The US Postal Service's Business Model Is Outdated. Is It Time To Wind It Down Or Privatize It?
from the please-mail-me-a-buggy-whip dept
Just recently, we discussed whether or not ceasing Saturday delivery was a good idea for the USPS. John Potter, the US Postmaster General, recently said that the postal service’s business model is as outdated as the newspaper industry’s. Potter said:
“Twenty years ago we would laugh at the notion that a newspaper would ever embrace the idea that maybe the channel of the future is electronic and that you may have to change your business model,”
Sure, similarities between the industries definitely exist. Craigslist is a much cheaper and more efficient marketplace for local goods than the classifieds section in the newspaper ever was, and email is a much cheaper and more efficient means of communication than snail mail. That said, whereas for the newspaper industry, delivering a daily, physical newspaper to households may actually be an endangered business, the business itself of delivering physical items to households is still very much in demand. After all, with so much shopping happening online nowadays, someone still has to deliver the goods (until replicators, a la Star Trek, are perfected). In fact, for over a decade now, we’ve been talking about this opportunity to optimize the “last mile,” and as of yet, nobody has really even come close to solving this problem.
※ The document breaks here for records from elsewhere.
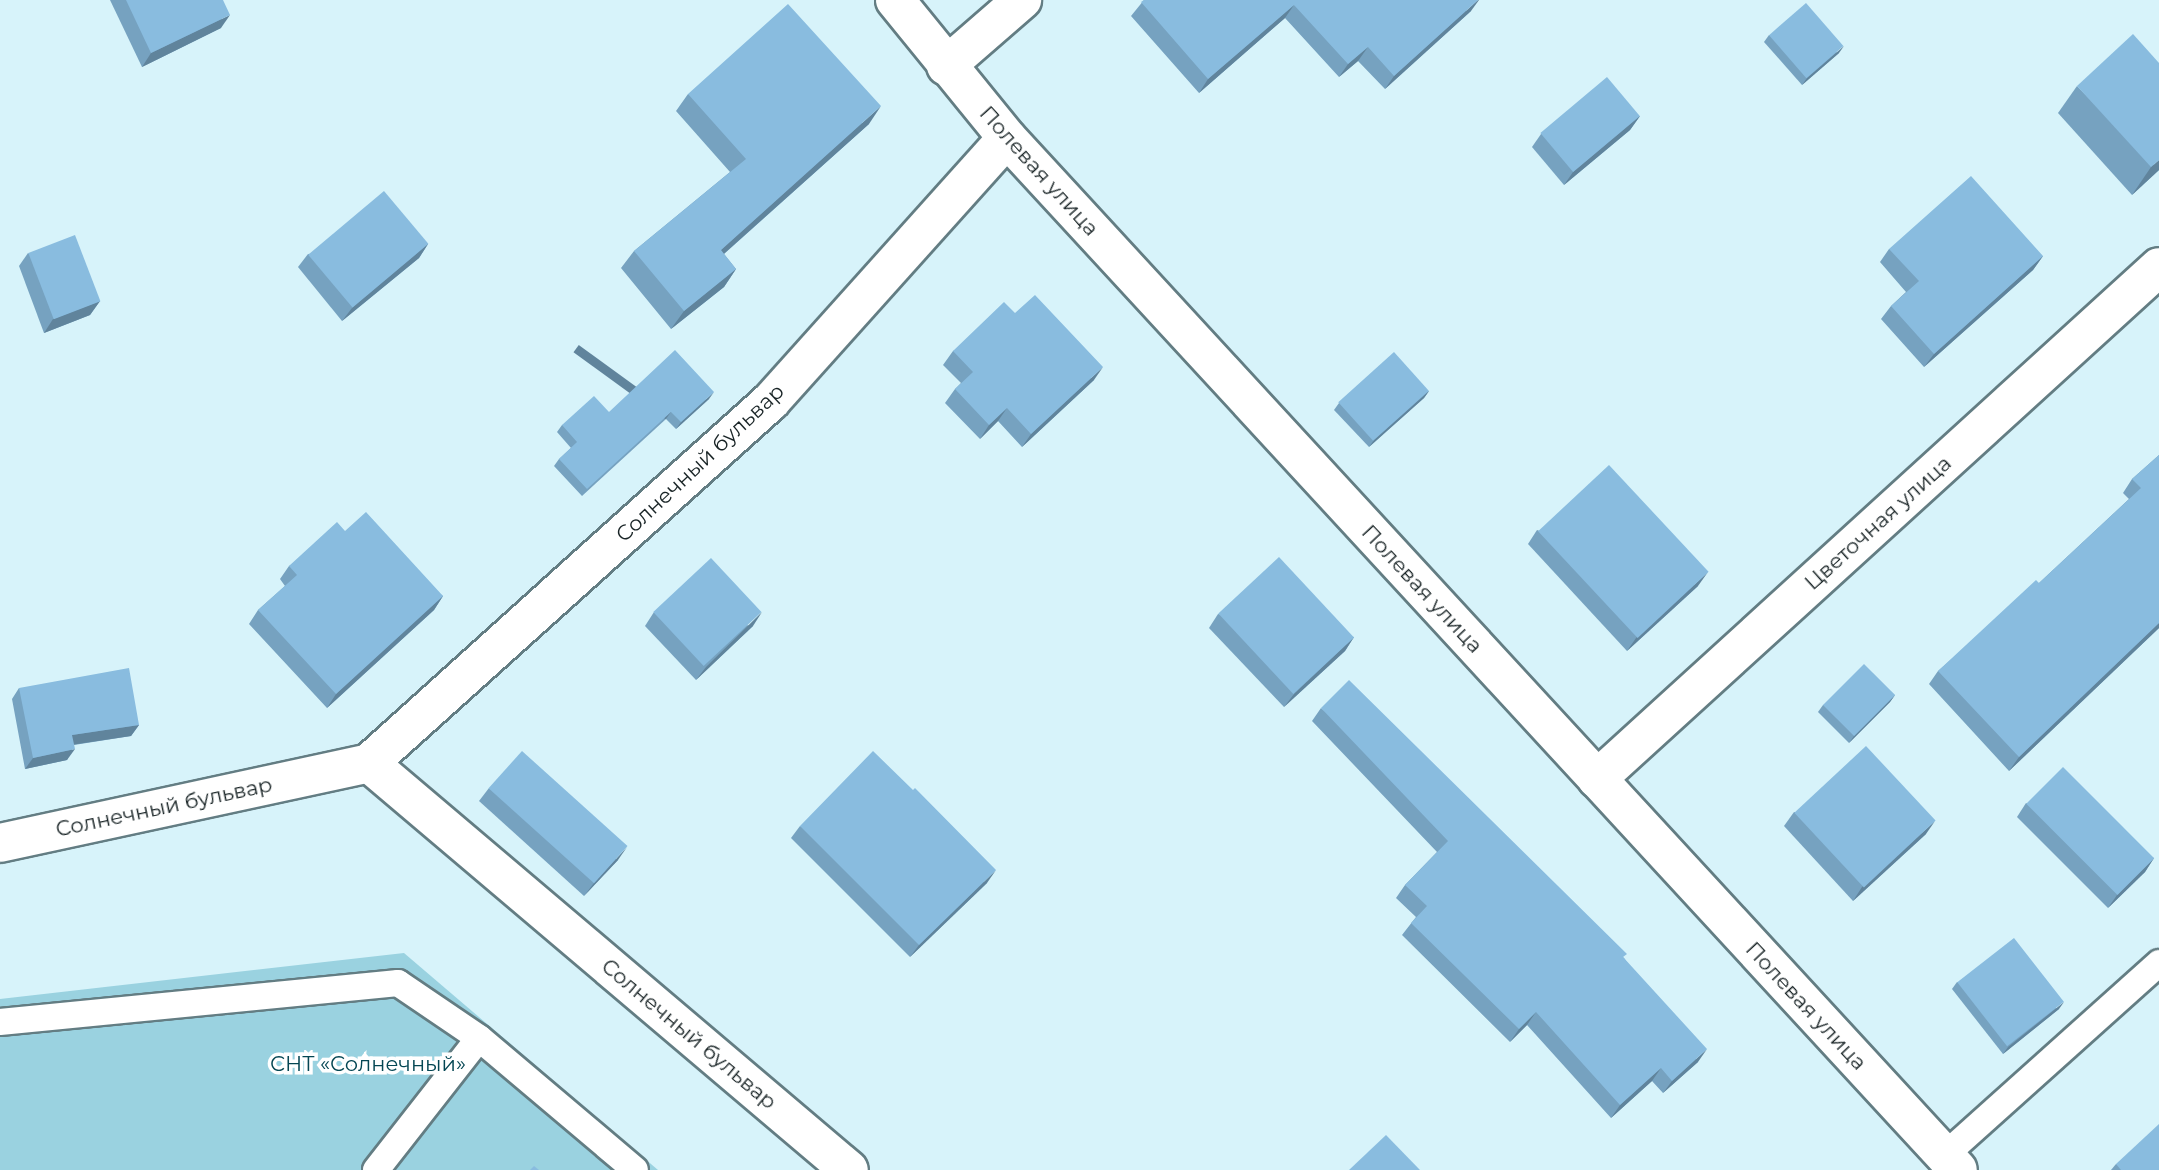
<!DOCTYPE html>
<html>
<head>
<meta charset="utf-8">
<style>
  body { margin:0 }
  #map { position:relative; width:2159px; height:1170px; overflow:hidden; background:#d7f3fa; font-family:Montserrat,sans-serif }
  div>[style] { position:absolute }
  .green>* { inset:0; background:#9ad2e0 }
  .roads { filter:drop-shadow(2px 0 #637d83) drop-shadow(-2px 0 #637d83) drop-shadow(0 2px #637d83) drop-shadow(0 -2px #637d83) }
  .lane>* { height:26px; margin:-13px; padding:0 13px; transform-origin:13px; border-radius:13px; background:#fff }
  .street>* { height:38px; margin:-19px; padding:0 19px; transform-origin:19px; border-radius:19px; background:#fff }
  .wall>* { inset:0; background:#76a2c0 }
  .shaded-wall>* { inset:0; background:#60849c; transform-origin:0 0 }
  .building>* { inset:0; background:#89bcdf; transform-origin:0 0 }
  span { translate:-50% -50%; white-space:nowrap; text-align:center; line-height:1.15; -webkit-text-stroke:7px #fff; paint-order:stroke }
  .street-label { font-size:21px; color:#192426 }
  .park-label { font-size:21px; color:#044653 }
</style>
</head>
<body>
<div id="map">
  <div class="green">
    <i style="clip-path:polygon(404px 953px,658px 1170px,0 1170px,0 999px)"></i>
  </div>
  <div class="roads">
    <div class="lane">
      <i style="left:0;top:1022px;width:400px;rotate:-5.6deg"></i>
      <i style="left:398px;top:983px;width:98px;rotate:34.2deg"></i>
      <i style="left:479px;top:1038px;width:204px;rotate:40.2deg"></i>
      <i style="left:1944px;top:1156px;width:289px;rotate:-41.9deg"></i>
      <i style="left:376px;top:1170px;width:167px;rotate:-52deg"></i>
    </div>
    <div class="street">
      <i style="left:895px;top:0;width:178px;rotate:50.9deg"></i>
      <i style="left:1007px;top:138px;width:1403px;rotate:47.34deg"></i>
      <i style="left:946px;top:66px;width:101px;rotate:-41deg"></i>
      <i style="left:369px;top:763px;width:629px;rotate:40.3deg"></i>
      <i style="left:1597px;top:779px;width:760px;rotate:-42.33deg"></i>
      <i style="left:0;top:843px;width:378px;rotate:-12.2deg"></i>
      <i style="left:369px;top:763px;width:541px;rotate:-42deg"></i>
      <i style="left:771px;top:401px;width:353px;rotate:-48.1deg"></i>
    </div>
  </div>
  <div class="wall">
    <i style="clip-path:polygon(110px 0,223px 0,221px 28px,142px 67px)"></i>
    <i style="clip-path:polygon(1144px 0,1471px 11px,1385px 89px,1358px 61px,1339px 77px,1285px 18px,1199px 93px,1131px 16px)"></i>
    <i style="clip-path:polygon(1769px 35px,1839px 53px,1802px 85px,1764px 42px)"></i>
    <i style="clip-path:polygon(2077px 86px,2159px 170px,2132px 195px,2058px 113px)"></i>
    <i style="clip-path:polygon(688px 94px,869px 124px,724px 254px,736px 269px,724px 287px,671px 329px,621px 268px,634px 251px,730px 172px,676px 111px)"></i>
    <i style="clip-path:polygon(1640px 116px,1630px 130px,1564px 185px,1532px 147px,1541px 134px)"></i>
    <i style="clip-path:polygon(428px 244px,419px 258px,342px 321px,298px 267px,308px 254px)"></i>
    <i style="clip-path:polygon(1889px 249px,2043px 256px,2033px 270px,1924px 367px,1881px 319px,1891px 306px,1906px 292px,1880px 262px)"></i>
    <i style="clip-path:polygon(28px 253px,100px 301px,90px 315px,44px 333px,19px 266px)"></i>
    <i style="clip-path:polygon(1015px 313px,1094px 380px,1022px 447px,998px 421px,980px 439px,945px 403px,955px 389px,961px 383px,943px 365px,953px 351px)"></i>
    <i style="clip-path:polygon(1429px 391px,1424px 398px,1369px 447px,1334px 410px,1339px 403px)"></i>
    <i style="clip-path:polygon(709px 399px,676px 429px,666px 419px,582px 496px,554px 466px,559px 459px,571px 448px,557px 432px,562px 425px,609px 412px)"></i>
    <i style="clip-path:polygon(2159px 455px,2159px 628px,2009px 771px,1929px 684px,1938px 671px,2039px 583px,2129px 499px,2123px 493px,2132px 479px)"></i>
    <i style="clip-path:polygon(1537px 530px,1698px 586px,1627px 651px,1528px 544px)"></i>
    <i style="clip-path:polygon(345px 531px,443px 596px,434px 610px,327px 708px,249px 624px,258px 610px,285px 586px,280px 579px,289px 566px)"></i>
    <i style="clip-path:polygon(654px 612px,753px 626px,696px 680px,645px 626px)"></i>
    <i style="clip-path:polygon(1218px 614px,1354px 637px,1345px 651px,1284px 707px,1209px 628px)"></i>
    <i style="clip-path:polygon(19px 688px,139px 725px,131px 736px,74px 745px,67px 760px,25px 769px,12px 699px)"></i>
    <i style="clip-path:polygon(1895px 695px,1890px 702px,1849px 743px,1818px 712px,1823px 705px)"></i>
    <i style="clip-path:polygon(1321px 708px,1624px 958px,1698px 1062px,1663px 1093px,1652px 1081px,1611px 1118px,1527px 1025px,1510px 1042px,1402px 935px,1416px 917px,1396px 898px,1405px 885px,1437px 852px,1312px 721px)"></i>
    <i style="clip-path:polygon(489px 788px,618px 860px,584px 896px,479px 801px)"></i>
    <i style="clip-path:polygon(2026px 803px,2154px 858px,2145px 872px,2108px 908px,2017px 817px)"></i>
    <i style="clip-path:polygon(1794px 812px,1926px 834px,1853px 901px,1784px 826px)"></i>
    <i style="clip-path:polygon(800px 826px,987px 883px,910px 957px,791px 838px)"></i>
    <i style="clip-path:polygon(1957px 982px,2059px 1009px,2003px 1054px,1952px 989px)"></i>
    <i style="clip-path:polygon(2116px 1164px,2159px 1170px,2111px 1170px)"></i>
  </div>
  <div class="shaded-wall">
    <i style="clip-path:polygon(1478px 0,1479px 0,1471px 11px,1385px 89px,1394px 76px)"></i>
    <i style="clip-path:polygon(1294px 5px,1285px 18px,1199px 93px,1208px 79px)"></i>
    <i style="clip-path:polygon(230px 15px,221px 28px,142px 67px,151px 53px)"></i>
    <i style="clip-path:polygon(1844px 46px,1839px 53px,1802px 85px,1807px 78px)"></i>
    <i style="clip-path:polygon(1368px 47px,1358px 61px,1339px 77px,1348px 64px)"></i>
    <i style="clip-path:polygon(881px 106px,869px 124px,708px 268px,721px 250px)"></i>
    <i style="clip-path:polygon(1640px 116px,1630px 130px,1564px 185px,1573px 172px)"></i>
    <i style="clip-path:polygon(2159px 160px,2159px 170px,2132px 195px,2151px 167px)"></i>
    <i style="clip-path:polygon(428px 244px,419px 258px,342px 321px,352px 308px)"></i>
    <i style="clip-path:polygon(2043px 256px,2033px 270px,1924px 367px,1934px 354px)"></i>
    <i style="clip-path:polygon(736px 269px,724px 287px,671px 329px,684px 311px)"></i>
    <i style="clip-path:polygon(100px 301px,90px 315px,44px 333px,53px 319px)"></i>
    <i style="clip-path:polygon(1103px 367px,1094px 380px,1022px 447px,1031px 434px)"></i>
    <i style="clip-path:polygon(1429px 391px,1424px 398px,1369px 447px,1374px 440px)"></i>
    <i style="clip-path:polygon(714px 392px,709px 399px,676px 429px,681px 422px)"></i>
    <i style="clip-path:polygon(1007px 408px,998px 421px,980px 439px,989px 425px)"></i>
    <i style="left:671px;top:412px;width:9px;height:114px;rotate:126deg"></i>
    <i style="clip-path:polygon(1708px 572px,1698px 586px,1627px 651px,1636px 638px)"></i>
    <i style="clip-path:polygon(443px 596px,434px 610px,327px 708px,336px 694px)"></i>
    <i style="clip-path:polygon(762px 612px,753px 626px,696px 680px,706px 667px)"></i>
    <i style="clip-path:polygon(2159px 623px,2159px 628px,2009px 771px,2019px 757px)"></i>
    <i style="clip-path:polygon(1354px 637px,1345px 651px,1284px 707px,1294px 694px)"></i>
    <i style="clip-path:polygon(1895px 695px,1890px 702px,1849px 743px,1854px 736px)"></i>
    <i style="clip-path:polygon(139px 725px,131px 736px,64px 746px,72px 735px)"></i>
    <i style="clip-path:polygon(75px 749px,67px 760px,25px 769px,33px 758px)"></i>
    <i style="clip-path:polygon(1935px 821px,1926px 834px,1853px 901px,1862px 887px)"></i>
    <i style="clip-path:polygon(627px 847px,618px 860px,584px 896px,594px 883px)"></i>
    <i style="clip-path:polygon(2154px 858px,2145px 872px,2108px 908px,2117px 895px)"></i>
    <i style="clip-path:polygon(996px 870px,987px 883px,910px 957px,919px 945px)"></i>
    <i style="clip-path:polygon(2064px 1002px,2059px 1009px,2003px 1054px,2008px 1047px)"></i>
    <i style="clip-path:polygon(1536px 1012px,1527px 1025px,1510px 1042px,1519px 1029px)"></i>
    <i style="clip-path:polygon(1707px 1049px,1698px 1062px,1663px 1093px,1672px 1081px)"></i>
    <i style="clip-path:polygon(1661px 1068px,1652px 1081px,1611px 1118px,1620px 1105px)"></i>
  </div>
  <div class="building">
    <i style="clip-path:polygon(126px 0,223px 0,230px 15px,151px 53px)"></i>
    <i style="clip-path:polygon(1144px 0,1478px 0,1394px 76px,1368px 47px,1348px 64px,1294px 5px,1208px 79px,1141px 2px)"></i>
    <i style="left:1806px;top:3px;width:57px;height:49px;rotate:49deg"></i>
    <i style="clip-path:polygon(788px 4px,881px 106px,721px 250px,736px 269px,684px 311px,634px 251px,746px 159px,688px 94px)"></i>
    <i style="clip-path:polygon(2133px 34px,2159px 63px,2159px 160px,2151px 167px,2077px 86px)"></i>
    <i style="left:1607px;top:77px;width:51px;height:87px;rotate:50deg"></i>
    <i style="clip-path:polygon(1971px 176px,2043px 256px,1934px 354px,1891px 306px,1919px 281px,1889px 249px)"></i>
    <i style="left:384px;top:191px;width:69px;height:99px;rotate:50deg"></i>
    <i style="left:75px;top:235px;width:71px;height:50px;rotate:69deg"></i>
    <i style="clip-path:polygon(1035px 295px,1103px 367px,1031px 434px,1007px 408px,989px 425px,955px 389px,973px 372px,953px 351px,1004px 302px,1015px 313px)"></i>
    <i style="clip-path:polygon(675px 350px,714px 392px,681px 422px,671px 412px,587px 489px,559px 459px,577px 442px,562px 425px,594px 396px,609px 412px)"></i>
    <i style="left:1394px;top:352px;width:52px;height:75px;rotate:48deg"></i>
    <i style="clip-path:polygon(2159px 455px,2159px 623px,2019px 757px,1938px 671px,2036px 580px,2039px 583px,2141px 488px,2132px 479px)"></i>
    <i style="left:1609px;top:465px;width:146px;height:97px;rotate:47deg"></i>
    <i style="clip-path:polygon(366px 512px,443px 596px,336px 694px,258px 610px,297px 575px,289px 566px,337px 522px,345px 531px)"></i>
    <i style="left:1279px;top:557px;width:110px;height:83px;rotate:47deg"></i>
    <i style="left:711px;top:558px;width:74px;height:79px;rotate:47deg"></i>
    <i style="left:1864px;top:664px;width:44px;height:58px;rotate:45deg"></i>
    <i style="clip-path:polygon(129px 668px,139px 725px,72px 735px,75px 749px,33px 758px,19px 688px)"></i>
    <i style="clip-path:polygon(1349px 680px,1627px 954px,1623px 957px,1707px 1049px,1672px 1081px,1661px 1068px,1620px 1105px,1536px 1012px,1519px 1029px,1411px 923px,1427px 906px,1405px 885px,1448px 841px,1321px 708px)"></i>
    <i style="left:1866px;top:746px;width:102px;height:98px;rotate:47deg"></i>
    <i style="left:522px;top:751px;width:142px;height:50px;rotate:42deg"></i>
    <i style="clip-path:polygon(873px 751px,913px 790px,915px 788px,996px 870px,919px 945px,800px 826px)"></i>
    <i style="left:2063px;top:767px;width:129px;height:52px;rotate:45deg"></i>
    <i style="left:2014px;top:938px;width:81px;height:72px;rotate:52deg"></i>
    <i style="clip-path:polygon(2159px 1124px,2159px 1170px,2121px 1170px,2116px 1164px)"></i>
    <i style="clip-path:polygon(1386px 1135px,1420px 1170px,1349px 1170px)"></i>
    <i style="clip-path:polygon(534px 1166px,539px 1170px,530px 1170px)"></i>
  </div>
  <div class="street-label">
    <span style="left:1039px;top:171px;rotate:48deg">Полевая улица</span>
    <span style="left:700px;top:463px;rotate:-43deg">Солнечный бульвар</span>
    <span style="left:1878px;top:523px;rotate:-42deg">Цветочная улица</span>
    <span style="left:1422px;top:589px;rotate:47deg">Полевая улица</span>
    <span style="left:164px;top:807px;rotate:-12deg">Солнечный бульвар</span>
    <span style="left:1806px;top:1006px;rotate:47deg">Полевая улица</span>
    <span style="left:689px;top:1034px;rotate:40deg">Солнечный бульвар</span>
  </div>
  <div class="park-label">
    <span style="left:368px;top:1064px">СНТ «Солнечный»</span>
  </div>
</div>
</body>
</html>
That said, the USPS is a government institution, and even though it does not take any tax funding to run, an attempt to attack this opportunity may best be mounted by the private sector (like UPS and FedEx), especially when you consider the USPS’s projected $238 billion shortfall for the upcoming decade. So, since it’s not a private business, the best solution for the USPS may be to simply accept its diminishing role in the daily lives of Americans, and focus on continuing to run as efficiently as possible for as long as it remains useful. That said, the other solution may be to remove the government-mandated monopoly and privatize the USPS, and then let that private entity decide whether or not to invest in the business. Either way, it seems silly to ask taxpayers to invest anything further in the USPS since so many alternatives exist already. We should definitely all be appreciative of the part that the Postal Service has played in the foundation of our country, but what else can be done?